U.S. households will likely pay more to heat their homes this winter, according to the U.S. Energy Information Administration (EIA). Compared to last winter, households are expected to spend 28% more on natural gas, 27% more on heating oil, 10% more on electricity and 5% more on propane.
On Wednesday (Oct. 12), the EIA released its 2022 Winter Fuels Outlook showing that U.S. residential energy prices will be higher this winter and heating fuel consumption is projected to be higher amid a colder winter than last year.
The National Oceanic and Atmospheric Administration expects the United States to have a slightly colder winter than last year, leading to higher consumption levels. The higher energy prices and consumption levels contribute to higher heating costs for households.
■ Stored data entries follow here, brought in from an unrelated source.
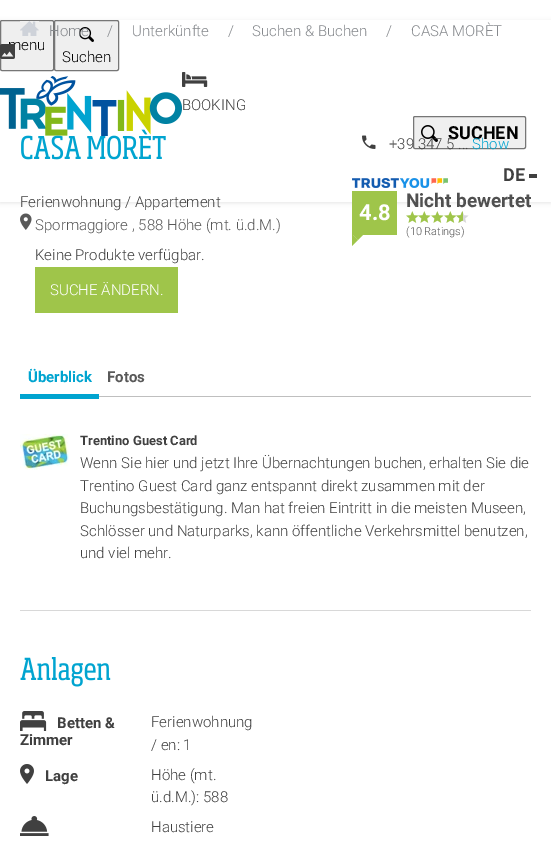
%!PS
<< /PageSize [551 842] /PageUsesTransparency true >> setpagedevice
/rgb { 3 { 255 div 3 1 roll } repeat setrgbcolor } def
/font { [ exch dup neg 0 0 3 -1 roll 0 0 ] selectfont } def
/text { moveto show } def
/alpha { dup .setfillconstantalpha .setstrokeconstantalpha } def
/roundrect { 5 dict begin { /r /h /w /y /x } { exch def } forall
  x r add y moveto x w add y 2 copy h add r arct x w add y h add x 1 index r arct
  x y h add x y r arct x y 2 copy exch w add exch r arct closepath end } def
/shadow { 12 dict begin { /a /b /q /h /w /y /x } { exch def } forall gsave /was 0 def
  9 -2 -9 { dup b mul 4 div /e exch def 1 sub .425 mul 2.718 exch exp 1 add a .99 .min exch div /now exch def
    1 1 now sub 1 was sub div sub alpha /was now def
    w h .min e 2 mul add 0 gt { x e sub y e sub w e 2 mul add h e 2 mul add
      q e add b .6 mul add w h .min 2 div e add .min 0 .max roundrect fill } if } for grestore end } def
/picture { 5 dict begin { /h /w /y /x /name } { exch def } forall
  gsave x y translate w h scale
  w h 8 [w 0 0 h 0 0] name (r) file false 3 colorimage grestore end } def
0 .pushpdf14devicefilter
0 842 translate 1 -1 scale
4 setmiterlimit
255 255 255 rgb
0 0 551 842 rectfill
0 0 0 rgb
0 21 551 182 0 2 0.1 shadow
255 255 255 rgb
0 20 551 182 rectfill
239 239 239 rgb
0.5 20.5 53 50 1.5 roundrect gsave fill grestore
118 118 118 rgb
stroke
(img_01.rgb) 20 21 19 15 picture
239 239 239 rgb
54.5 20.5 64 50 1.5 roundrect gsave fill grestore
118 118 118 rgb
stroke
(img_02.rgb) 79 27 15 15 picture
(img_03.rgb) 0 76 182 60 picture
(img_04.rgb) 182 72 26 15 picture
239 239 239 rgb
413.5 116.5 112 32 1.5 roundrect gsave fill grestore
118 118 118 rgb
stroke
(img_05.rgb) 421 125 17 17 picture
64 64 64 rgb
529 174 8 4 rectfill
(img_07.rgb) 21 129 145 31 picture
(img_08.rgb) 20 213 12 17 picture
(img_09.rgb) 362 135 14 14 picture
(img_10.rgb) 352 178 96 10 picture
159 197 74 rgb
352 191 45 44 rectfill
352 234 moveto 12 0 rlineto -6 6 rlineto closepath fill
352 246 moveto 0 -12 rlineto 6 6 rlineto closepath fill
(img_11.rgb) 406 211 13 12 picture
(img_12.rgb) 418 211 13 12 picture
(img_11.rgb) 431 211 13 12 picture
(img_11.rgb) 444 211 13 12 picture
(img_13.rgb) 456 211 13 12 picture
(img_14.rgb) 456 211 7 12 picture
35 267 143 46 rectfill
191 191 191 rgb
99 396 432 1 rectfill
0 164 208 rgb
20 394 79 5 rectfill
(img_15.rgb) 20 434 49 36 picture
216 216 216 rgb
20 610 511 1 rectfill
(img_16.rgb) 20 657 91 30 picture
(img_17.rgb) 20 711 27 20 picture
(img_18.rgb) 20 764 14 20 picture
(img_19.rgb) 20 816 29 20 picture
/Roboto-Light 15 font
134 137 141 rgb
(Home) 49 36 text
(/) 107 36 text
(Unterkünfte) 132 36 text
(/) 228 36 text
(Suchen & Buchen) 252 36 text
(/) 386 36 text
(CASA MORÈT) 411 36 text
0 0 0 rgb
(menu) 8 50 text
(Suchen) 62 62 text
64 64 64 rgb
(BOOKING) 182 110 text
/Roboto-Bold 18 font
0 0 0 rgb
(SUCHEN) 448 139 text
64 64 64 rgb
(DE) 503 181 text
(img_06.rgb) 0 44 15 15 picture
/Roboto-Light 15 font
(Ferienwohnung / Appartement) 20 207 text
89 89 89 rgb
(Spormaggiore , 588 Höhe \(mt. ü.d.M.\)) 35 230 text
64 64 64 rgb
(+39 347 5 ...) 389 149 text
0 164 208 rgb
(Show) 472 149 text
/Roboto-Bold 22 font
255 255 255 rgb
(4.8) 359 220 text
/Roboto-Bold 19 font
80 80 80 rgb
(Nicht bewertet) 406 207 text
/Roboto-Light 11 font
89 89 89 rgb
(\(10 Ratings\)) 406 235 text
/Roboto-Light 15 font
64 64 64 rgb
(Keine Produkte verfügbar.) 35 260 text
255 255 255 rgb
(SUCHE ÄNDERN.) 50 295 text
/Roboto-Bold 15 font
0 164 208 rgb
(Überblick) 28 382 text
89 89 89 rgb
(Fotos) 107 382 text
/Roboto-Bold 13 font
64 64 64 rgb
(Trentino Guest Card) 80 445 text
/Roboto-Light 15 font
(Wenn Sie hier und jetzt Ihre Übernachtungen buchen, erhalten Sie die) 80 468 text
(Trentino Guest Card ganz entspannt direkt zusammen mit der) 80 491 text
(Buchungsbestätigung. Man hat freien Eintritt in die meisten Museen,) 80 513 text
(Schlösser und Naturparks, kann öffentliche Verkehrsmittel benutzen,) 80 536 text
(und viel mehr.) 80 558 text
/Roboto-Bold 15 font
(Betten &) 57 728 text
(Zimmer) 20 745 text
/Roboto-Light 15 font
(Ferienwohnung) 151 727 text
(/ en: 1) 151 750 text
/Roboto-Bold 15 font
(Lage) 45 781 text
/Roboto-Light 15 font
(Höhe \(mt.) 151 780 text
(ü.d.M.\): 588) 151 802 text
(Haustiere) 151 832 text
.poppdf14devicefilter showpage
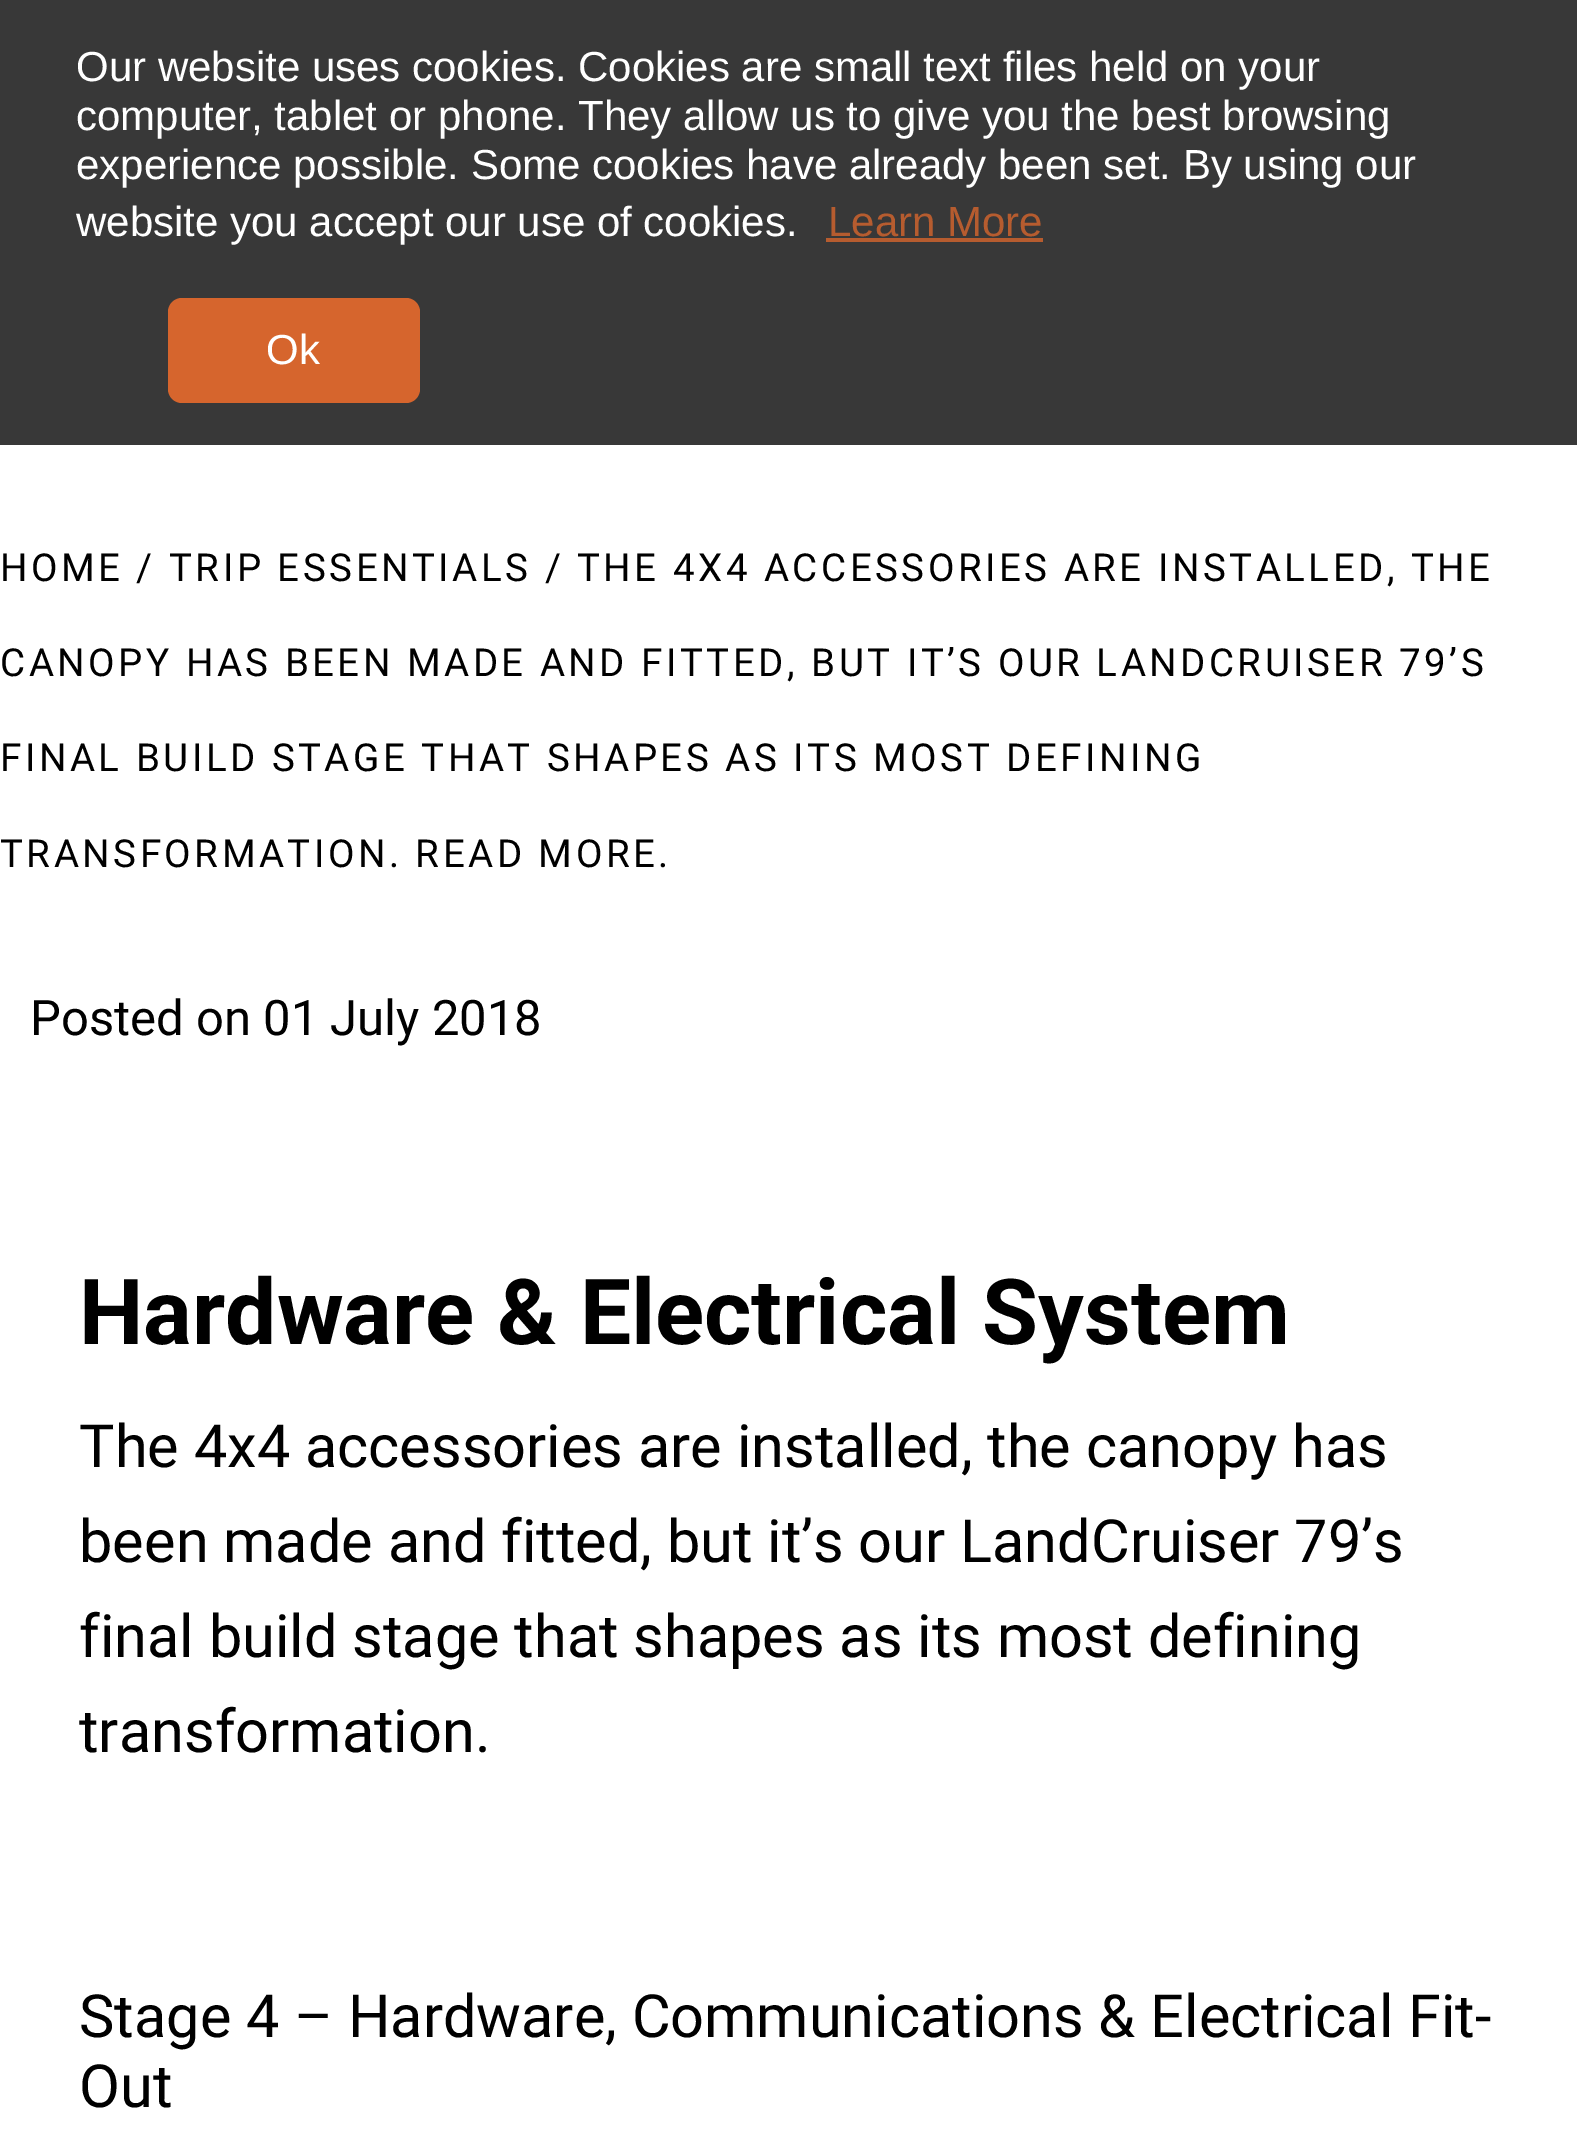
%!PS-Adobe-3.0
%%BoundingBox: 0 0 1577 2141
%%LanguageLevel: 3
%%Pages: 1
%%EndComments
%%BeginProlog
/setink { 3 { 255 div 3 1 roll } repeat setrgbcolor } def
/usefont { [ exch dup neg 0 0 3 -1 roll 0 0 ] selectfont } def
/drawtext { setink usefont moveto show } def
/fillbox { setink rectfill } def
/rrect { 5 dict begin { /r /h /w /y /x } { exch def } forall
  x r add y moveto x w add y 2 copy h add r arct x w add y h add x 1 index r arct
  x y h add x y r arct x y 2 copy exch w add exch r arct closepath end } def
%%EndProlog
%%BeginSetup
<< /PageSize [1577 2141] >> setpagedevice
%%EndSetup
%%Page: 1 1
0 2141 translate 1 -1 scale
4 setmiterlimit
0 0 1577 2141 255 255 255 fillbox
0 0 1577 445 56 56 56 fillbox
(Our website uses cookies. Cookies are small text files held on your) 76 81 /LiberationSans-Regular 42 255 255 255 drawtext
(computer, tablet or phone. They allow us to give you the best browsing) 76 130 /LiberationSans-Regular 42 255 255 255 drawtext
(experience possible. Some cookies have already been set. By using our) 76 179 /LiberationSans-Regular 42 255 255 255 drawtext
(website you accept our use of cookies.) 76 236 /LiberationSans-Regular 42 255 255 255 drawtext
(Learn More) 828 236 /LiberationSans-Regular 42 182 92 47 drawtext
826 238 217 4 182 92 47 fillbox
214 101 45 setink
168 298 252 105 14 rrect fill
(Ok) 266 364 /LiberationSans-Regular 42 255 255 255 drawtext
/Roboto-Regular 38.5 usefont
0 0 0 setink
0 581 moveto 3.5 0 (HOME / TRIP ESSENTIALS / THE 4X4 ACCESSORIES ARE INSTALLED, THE) ashow
0 676 moveto 3.5 0 (CANOPY HAS BEEN MADE AND FITTED, BUT IT’S OUR LANDCRUISER 79’S) ashow
0 771 moveto 3.5 0 (FINAL BUILD STAGE THAT SHAPES AS ITS MOST DEFINING) ashow
0 867 moveto 3.5 0 (TRANSFORMATION. READ MORE.) ashow
(Posted on 01 July 2018) 30 1035 /Roboto-Regular 49 0 0 0 drawtext
(Hardware & Electrical System) 79 1344 /Roboto-Bold 91 0 0 0 drawtext
(The 4x4 accessories are installed, the canopy has) 79 1467 /Roboto-Regular 59.5 0 0 0 drawtext
(been made and fitted, but it’s our LandCruiser 79’s) 79 1562 /Roboto-Regular 59.5 0 0 0 drawtext
(final build stage that shapes as its most defining) 79 1657 /Roboto-Regular 59.5 0 0 0 drawtext
(transformation.) 79 1752 /Roboto-Regular 59.5 0 0 0 drawtext
(Stage 4 – Hardware, Communications & Electrical Fit-) 79 2037 /Roboto-Regular 59.5 0 0 0 drawtext
(Out) 79 2107 /Roboto-Regular 59.5 0 0 0 drawtext
showpage
%%EOF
“Forecasting months-long weather and energy trends is not an exact science, but it’s highly likely that global dynamics affecting energy commodities will lead to higher U.S. prices for heat this winter,” said EIA Administrator Joe DeCarolis. Households can expect to spend even more if the weather is colder than projected.
The Winter Fuels Outlook is a supplement to EIA’s Short-Term Energy Outlook. Following are other highlights in the outlook:
- Crude oil prices are projected to remain below $100 a barrel throughout 2023, despite OPEC’s announcement of production cuts. DeCarolis said that limited demand growth is expected to partially offset price increases typically attributed to a production cut.
- U.S. motorists are expected to drive more throughout 2023, but gasoline consumption is expected to be less than 9 million barrels per day in 2022 and 2023, slightly lower than the 2021 average. DeCarolis said, “increases in vehicle fuel efficiency will offset increases in driving by U.S. motorists in the short term.”